Similarly, every journalist left the workshop with a seamless “brand book” that illustrated the philosophy in a smooth silver wood grain. Physically opening the book “Sensual Purity — Gorden Wagener on Design” was an effort — the tome appeared to be solid, seamless.

Mercedes created the “#GrowUp” campaign for its line of compact cars.

Creativity With Attention to Detail

The same way Wagener’s book mirrored the sculpture and future car design in its seamlessness, Mercedes products all reflect attention to detail.

Guests in the Mercedes-Benz Museum in Stuttgart start their journeys of the 130 years of automotive history on the top floor — with a replica of a horse. Leave it to Mercedes, but there’s a faint equine smell near the pre-auto exhibit.

The race car exhibit — a chicane, of course — even has a whiff of rubber.

So it’s no surprise that back at the Center of Excellence at Sindelfingen, experts in fashion were helping design car interiors, designers were staring at the tops of their electric shavers and using those as inspiration for car speakers, and Wagener’s seamless book talked about listening to philosophers.

Along those lines, Thiemer detailed how Mercedes is using
“intelligent emotion” as the driving thought to have customers fall in love with the brand.

“In the middle of our brand is the key question — what we are standing for, what we want to be,” Thiemer said. “And that is described, our superlative, our commitment, our car, as being the best. The best, of course, in all different kinds of interpretation. The best, in the perspective, of customers of course. We want to see customers saying about Mercedes-Benz that it is not only the best car in the world, it’s the best mobility solution in the world for me. It’s the best kind of contact and dialogue I can have with a brand.”

To that end, Mercedes can’t tell customers how to think of it. But they will equate safety with trust, comfort with ease, sportiness with a boost in energy and so on.

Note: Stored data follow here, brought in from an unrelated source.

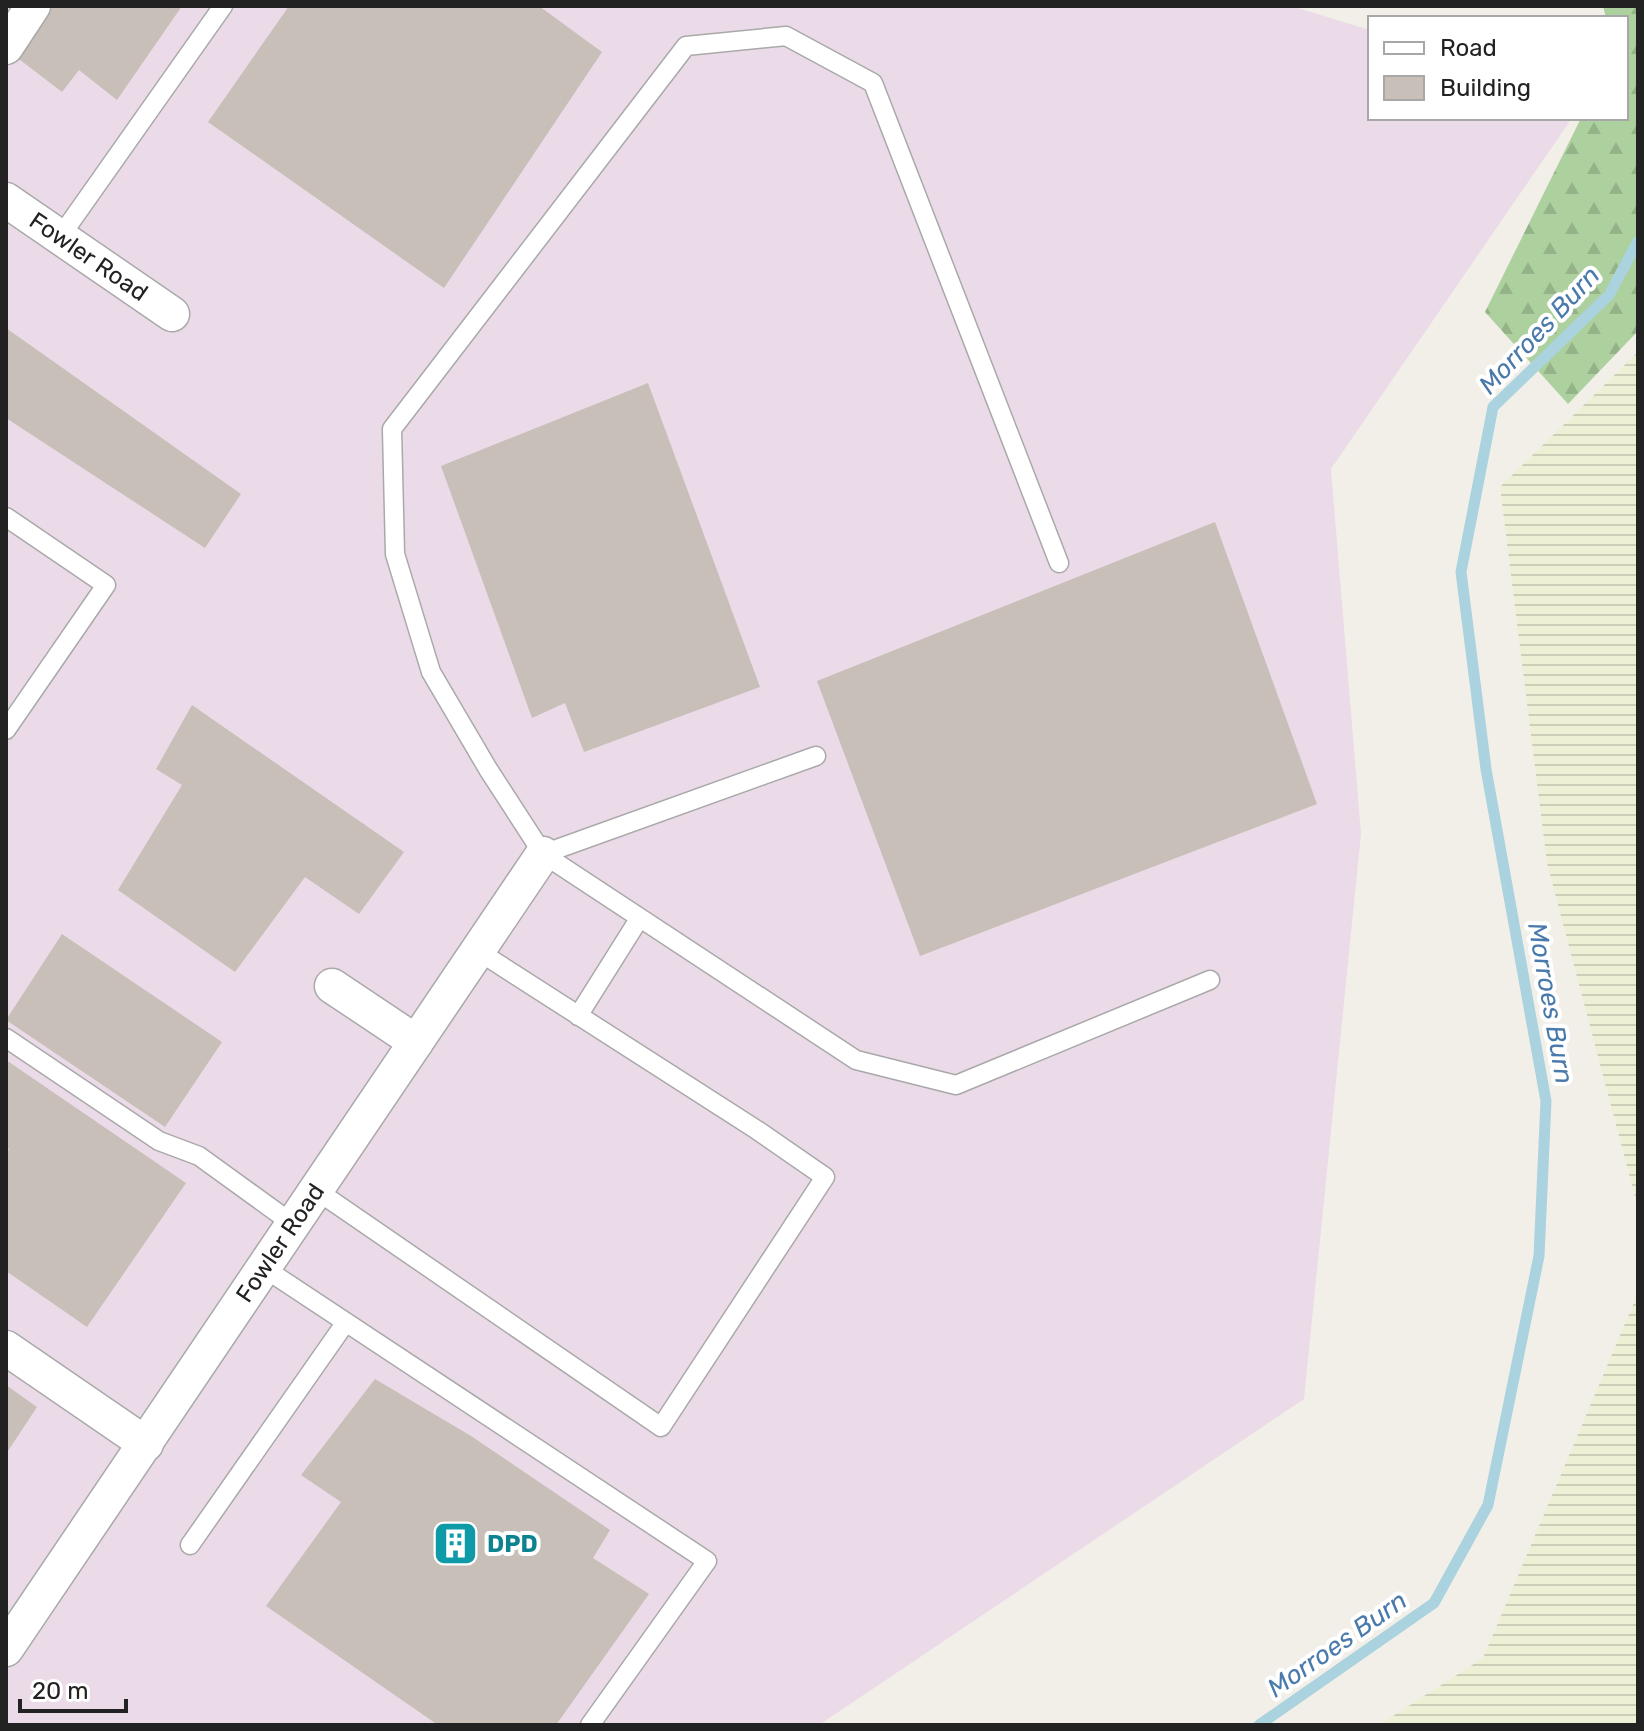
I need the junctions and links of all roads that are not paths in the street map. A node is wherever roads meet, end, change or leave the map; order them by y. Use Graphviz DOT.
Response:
graph roads {
  1 [pos="33,6"];
  2 [pos="223,6"];
  3 [pos="6,47"];
  4 [pos="6,200"];
  5 [pos="60,237"];
  6 [pos="172,314"];
  7 [pos="6,517"];
  8 [pos="1059,563"];
  9 [pos="6,730"];
  10 [pos="816,756"];
  11 [pos="543,854"];
  12 [pos="639,919"];
  13 [pos="478,951"];
  14 [pos="1210,980"];
  15 [pos="332,986"];
  16 [pos="578,1016"];
  17 [pos="6,1038"];
  18 [pos="416,1042"];
  19 [pos="316,1190"];
  20 [pos="293,1224"];
  21 [pos="264,1268"];
  22 [pos="346,1322"];
  23 [pos="6,1348"];
  24 [pos="146,1444"];
  25 [pos="190,1545"];
  26 [pos="6,1649"];
  27 [pos="590,1725"];
  1 -- 3 [label="street"];
  2 -- 5 [label="lane"];
  4 -- 5 [label="street, Fowler Road"];
  5 -- 6 [label="street, Fowler Road"];
  7 -- 9 [label="lane"];
  8 -- 11 [label="lane"];
  10 -- 11 [label="lane"];
  11 -- 12 [label="lane"];
  11 -- 13 [label="street, Fowler Road"];
  12 -- 14 [label="lane"];
  12 -- 16 [label="lane"];
  13 -- 16 [label="lane"];
  13 -- 18 [label="street, Fowler Road"];
  15 -- 18 [label="street"];
  16 -- 19 [label="lane"];
  17 -- 20 [label="lane"];
  18 -- 19 [label="street, Fowler Road"];
  19 -- 20 [label="street, Fowler Road"];
  20 -- 21 [label="street, Fowler Road"];
  21 -- 22 [label="lane"];
  21 -- 24 [label="street, Fowler Road"];
  22 -- 25 [label="lane"];
  22 -- 27 [label="lane"];
  23 -- 24 [label="street"];
  24 -- 26 [label="street, Fowler Road"];
}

Mercedes relies on social media, using a variety of Twitter handles, and encourages Instagram usage.

Socially Mobile

The brand goal for Mercedes is to be the best at everything it does, Thiemer said. Another way to achieve the goal of customer love is to gain their attention in their
free time.

“What I also wanted to show you is our track record with social media,” he said, pointing to slides that Mercedes didn’t release to the public. “You see here, it’s definitely a goal of ours to be in the No. 1 position on all social platforms. We have achieved that on Facebook. On Twitter, we are not yet there, but we are very good in terms of interactions on Instagram, as well. … On YouTube already, [Mercedes is the] No. 1 brand.”

Thiemer said on Instagram, the brand has 20.8 million customer interactions a month, which he believes is “by far” No. 1.

“What I also wanted to show you is that Formula One is, of course, a major social media channel in our portfolio,” he said. “It is, by far, the most successful sports channel in Formula One. We’re far ahead of Ferrari, we’re far ahead of Red Bull. And of course, winning the championship three times in a row gives you the possibility to really interact with the followers. And it’s creating content. Formula One is creating content, especially when you’re such a big, successful mention on that platform.”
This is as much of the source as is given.